While mountaineering, it is important to be cognizant of the amount brought along in your pack to ensure that overpacking does not occur. Weighing yourself down with unnecessary bulk will make you tired and sore quicker when climbing rather than a basic pack with light gear and necessities. At a slender 1.21 pounds, this ice pick is light and easily portable. Buyers would forget it was there if it was not such an important tool! It can be slipped into any form of carrying gear without worry of weighing the pack down or being cumbersome. Also, it can be easily carried in your hands without worry of causing fatigue or pain from being too heavy. If participating in any trip where the goal is to save space, such as a lite camping or a short trip, then easily slip the Petzl Quark in your gear without worry of wasting space.

Best Applications

The Petzl Quark is a versatile tool, but the best use is for scaling and descending slopes in icy weather, whether glaciers or mountains. This ice ax is advertised for use during technical mountaineering, a form of mountaineering where a rope and another means of protection are involved. It is also marketed toward people participating in moderate ice climbing. Hikers could also put this tool to use if expecting icy conditions on their trip. This tool is not recommended for the buyer who does not plan on encountering either snow or ice while climbing, as there would be no use for it then.

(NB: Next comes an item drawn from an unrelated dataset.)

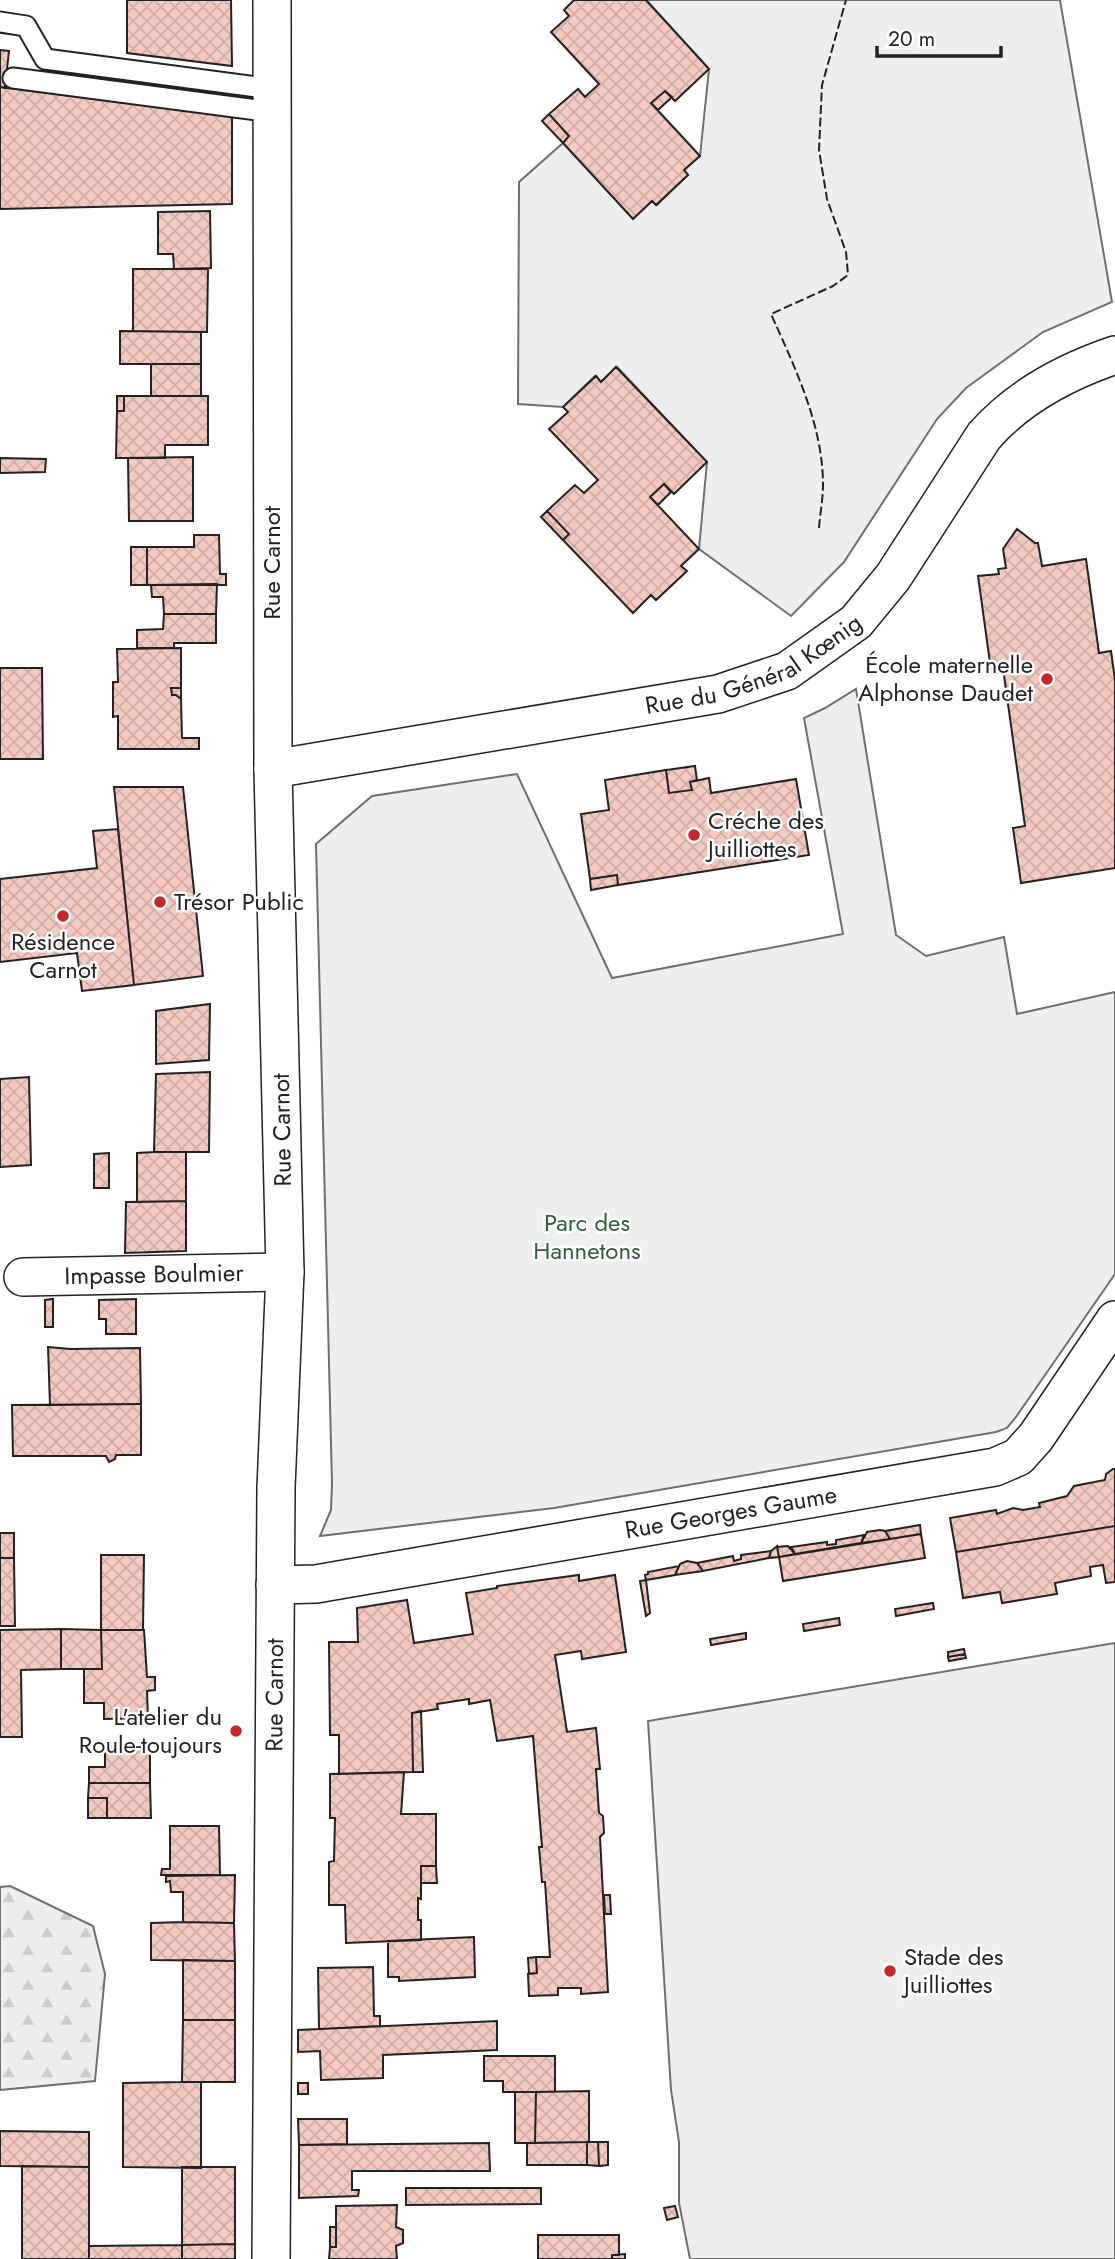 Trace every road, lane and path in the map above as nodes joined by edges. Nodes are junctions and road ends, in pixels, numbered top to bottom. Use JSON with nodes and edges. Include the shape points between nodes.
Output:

Comparison to Other Brands

In comparison to its counterparts, the Petzl Quark is lighter and has more features, two selling points. However, the hammer and adze, an arched blade at the head of the tool, are smaller than other ice axes on the market. Now, this can be either a good thing or a bad thing. If you are embarking on a no-frills trip and feel that the bigger tools are unnecessary or will get in the way of day-to-day activities, then smaller tools are better. However, small tools can be a drawback if the user is accustomed to larger ones that are stronger and able to perform more tasks. If the smaller tools are a problem, the head of this tool is interchangeable and bigger tools can be placed in order to fix that problem.

Value

Mountaineering is not a cheap hobby. After factoring the costs of climbing passes, all different sorts of gear, training classes, and transportation, the expenses can quickly become overwhelming. This product does decently well in terms of value. The Petzl Quark is comprised of materials such as aluminum, steel, and glass fiber reinforced plastic, all materials known for their longevity and fortitude. Strong materials coupled with the number of features that come with this device justify the price, which is mid-range for other ice axes. Overall, this is a tool that will provide consumers with a good amount of features while being easy on their pockets.

The Bottom Line

If you frequent alpine terrains and are in need of a reliable, sturdy, and customizable ice ax that will provide comfort and safety in the face of bitterly cold winter winds and dangerous snowy conditions, then the Petzl Quark is the exact device you need. With an interchangeable, flexible head, curved shaft and included tools such as a hammer, tapered ice pick, adze, and more, this ice ax will cover your needs whether you are new to mountaineering or are summiting your twentieth mountain. With materials built to last and at a reasonable price, you can expect this device to pay for itself throughout the years.